Creating a Glossary
Create a well-structured glossary of domain terms from a source document (requirements, spec, etc.) through collaborative refinement with the user.
When to Use
- •User asks to create a glossary, term list, or domain vocabulary
- •User wants to extract and define terms from a requirements or design document
Process
flowchart TD
A[Read source document] --> B[Clarify preferences]
B --> C[Extract terms]
C --> D[Categorize terms]
D --> E[Write glossary]
E --> F[Review against source]
F --> G{All terms covered?}
G -- yes --> H([Done])
G -- "no, add missing" --> C
1. Clarify Preferences
Ask the user one question at a time about:
| Question | Options | Why it matters |
|---|---|---|
| Language | Source doc language, user's language, bilingual | Determines readability for target audience |
| Audience | Developers, users, both | Affects definition depth and jargon level |
| Scope | Domain-only, +platform concepts, +general tech terms | Prevents bloat or gaps |
| Entry format | Definition only, +examples/snippets, +requirement refs | Drives entry structure |
| Ordering | Alphabetical, by category, category+alpha | Affects discoverability |
Prefer multiple choice questions. Skip questions with obvious answers from context.

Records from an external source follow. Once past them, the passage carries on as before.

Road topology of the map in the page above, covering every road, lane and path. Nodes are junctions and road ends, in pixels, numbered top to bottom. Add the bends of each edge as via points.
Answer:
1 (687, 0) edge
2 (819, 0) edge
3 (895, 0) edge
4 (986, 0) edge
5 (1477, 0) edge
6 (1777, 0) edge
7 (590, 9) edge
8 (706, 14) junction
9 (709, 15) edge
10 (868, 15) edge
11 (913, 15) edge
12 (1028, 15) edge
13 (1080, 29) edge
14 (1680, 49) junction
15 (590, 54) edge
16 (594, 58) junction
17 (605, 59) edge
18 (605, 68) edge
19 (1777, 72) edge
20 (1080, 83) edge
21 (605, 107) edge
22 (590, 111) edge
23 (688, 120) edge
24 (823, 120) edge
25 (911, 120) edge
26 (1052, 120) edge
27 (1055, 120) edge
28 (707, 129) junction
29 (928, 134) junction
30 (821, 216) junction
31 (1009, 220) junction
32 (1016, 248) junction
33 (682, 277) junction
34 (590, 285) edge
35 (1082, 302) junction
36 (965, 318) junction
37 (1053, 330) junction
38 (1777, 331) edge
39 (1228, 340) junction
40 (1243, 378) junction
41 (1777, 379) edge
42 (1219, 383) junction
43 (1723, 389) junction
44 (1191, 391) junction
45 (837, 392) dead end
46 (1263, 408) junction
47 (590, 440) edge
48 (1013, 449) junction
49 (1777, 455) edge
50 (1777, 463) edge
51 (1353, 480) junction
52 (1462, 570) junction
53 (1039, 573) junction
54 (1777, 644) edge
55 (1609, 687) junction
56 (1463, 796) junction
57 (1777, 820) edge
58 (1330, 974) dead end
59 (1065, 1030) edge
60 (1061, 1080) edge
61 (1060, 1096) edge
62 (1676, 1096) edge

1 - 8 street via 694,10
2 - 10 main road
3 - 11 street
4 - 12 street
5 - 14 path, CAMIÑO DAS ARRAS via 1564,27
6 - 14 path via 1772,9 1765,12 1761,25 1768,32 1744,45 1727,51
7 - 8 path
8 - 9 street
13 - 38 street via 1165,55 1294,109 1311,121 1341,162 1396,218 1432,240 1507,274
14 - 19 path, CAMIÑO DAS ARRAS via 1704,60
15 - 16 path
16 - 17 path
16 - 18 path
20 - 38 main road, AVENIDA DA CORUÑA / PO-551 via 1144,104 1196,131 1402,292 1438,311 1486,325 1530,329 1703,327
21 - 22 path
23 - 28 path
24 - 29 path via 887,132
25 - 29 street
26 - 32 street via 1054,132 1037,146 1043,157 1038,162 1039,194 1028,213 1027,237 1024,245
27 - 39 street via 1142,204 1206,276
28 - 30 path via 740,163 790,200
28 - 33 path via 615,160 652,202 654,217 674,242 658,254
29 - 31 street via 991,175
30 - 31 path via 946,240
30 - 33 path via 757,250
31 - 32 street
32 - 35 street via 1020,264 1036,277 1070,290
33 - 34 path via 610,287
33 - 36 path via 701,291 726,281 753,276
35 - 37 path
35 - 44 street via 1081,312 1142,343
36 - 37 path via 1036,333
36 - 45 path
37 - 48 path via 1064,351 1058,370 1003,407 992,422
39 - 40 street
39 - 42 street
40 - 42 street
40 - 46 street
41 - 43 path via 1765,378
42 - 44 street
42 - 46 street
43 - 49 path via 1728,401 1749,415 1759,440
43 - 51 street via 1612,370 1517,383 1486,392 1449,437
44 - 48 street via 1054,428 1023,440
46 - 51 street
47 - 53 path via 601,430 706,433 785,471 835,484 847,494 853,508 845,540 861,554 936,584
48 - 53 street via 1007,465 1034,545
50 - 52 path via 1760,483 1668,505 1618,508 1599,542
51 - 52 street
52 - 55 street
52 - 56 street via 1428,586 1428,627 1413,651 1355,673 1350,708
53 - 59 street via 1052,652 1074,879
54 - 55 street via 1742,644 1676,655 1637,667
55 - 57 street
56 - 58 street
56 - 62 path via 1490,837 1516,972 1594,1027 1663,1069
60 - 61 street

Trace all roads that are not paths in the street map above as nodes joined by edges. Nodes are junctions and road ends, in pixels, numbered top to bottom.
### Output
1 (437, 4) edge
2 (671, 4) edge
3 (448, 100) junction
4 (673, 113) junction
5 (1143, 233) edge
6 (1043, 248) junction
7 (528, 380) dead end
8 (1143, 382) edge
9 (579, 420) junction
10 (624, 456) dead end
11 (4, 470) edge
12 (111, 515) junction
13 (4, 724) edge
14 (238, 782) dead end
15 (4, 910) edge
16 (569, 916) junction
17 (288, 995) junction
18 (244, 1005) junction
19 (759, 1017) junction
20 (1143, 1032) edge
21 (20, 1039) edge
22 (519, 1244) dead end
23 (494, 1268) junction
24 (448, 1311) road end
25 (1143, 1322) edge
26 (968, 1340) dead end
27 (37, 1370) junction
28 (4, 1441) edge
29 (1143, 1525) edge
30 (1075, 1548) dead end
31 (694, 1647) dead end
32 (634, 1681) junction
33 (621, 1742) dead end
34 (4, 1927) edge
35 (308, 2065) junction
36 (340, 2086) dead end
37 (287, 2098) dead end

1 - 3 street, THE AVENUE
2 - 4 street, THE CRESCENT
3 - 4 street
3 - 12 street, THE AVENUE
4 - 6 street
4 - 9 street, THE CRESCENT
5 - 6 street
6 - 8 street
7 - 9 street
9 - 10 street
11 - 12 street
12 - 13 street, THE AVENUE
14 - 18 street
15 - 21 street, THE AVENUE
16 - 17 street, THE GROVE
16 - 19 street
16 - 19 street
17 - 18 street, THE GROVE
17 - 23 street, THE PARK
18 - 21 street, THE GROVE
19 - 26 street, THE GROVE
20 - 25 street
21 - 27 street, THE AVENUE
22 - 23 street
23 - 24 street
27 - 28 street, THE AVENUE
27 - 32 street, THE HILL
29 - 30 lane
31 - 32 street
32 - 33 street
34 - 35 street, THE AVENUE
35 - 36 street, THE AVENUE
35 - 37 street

2. Extract Terms Systematically
Walk through every section of the source document. For each section, identify:
- •Named concepts (capitalized or explicitly defined)
- •Configuration keys and values
- •Distinct states or modes
- •Platform/framework concepts used in domain-specific ways
Avoid over-extraction: Not every noun is a glossary term. Apply these filters:
- •Merge closely related concepts into one entry (e.g., "Default Error Behavior" + "Per-Node Error Behavior" → "Error Behavior")
- •Skip terms that are self-explanatory to the agreed audience
- •Skip implementation details and architectural internals unless the user specifically requested them
- •When in doubt, propose the term list to the user before writing definitions
Completeness check: Create a coverage matrix mapping source sections to extracted terms. Every section should contribute at least one term or be explicitly marked as "no domain terms."
3. Categorize
Group terms into 3-7 categories based on the domain structure, not alphabetically. Category names should reflect the domain (e.g., "Node Types", "Data Flow") not generic labels (e.g., "Concepts", "Terms").
If you find yourself exceeding 7 categories, merge related ones (e.g., "Error Handling" + "Execution" → "Execution"). Too many categories fragments the glossary and reduces scannability.
4. Write the Glossary
File format: Markdown with ## category headings and ### term entries.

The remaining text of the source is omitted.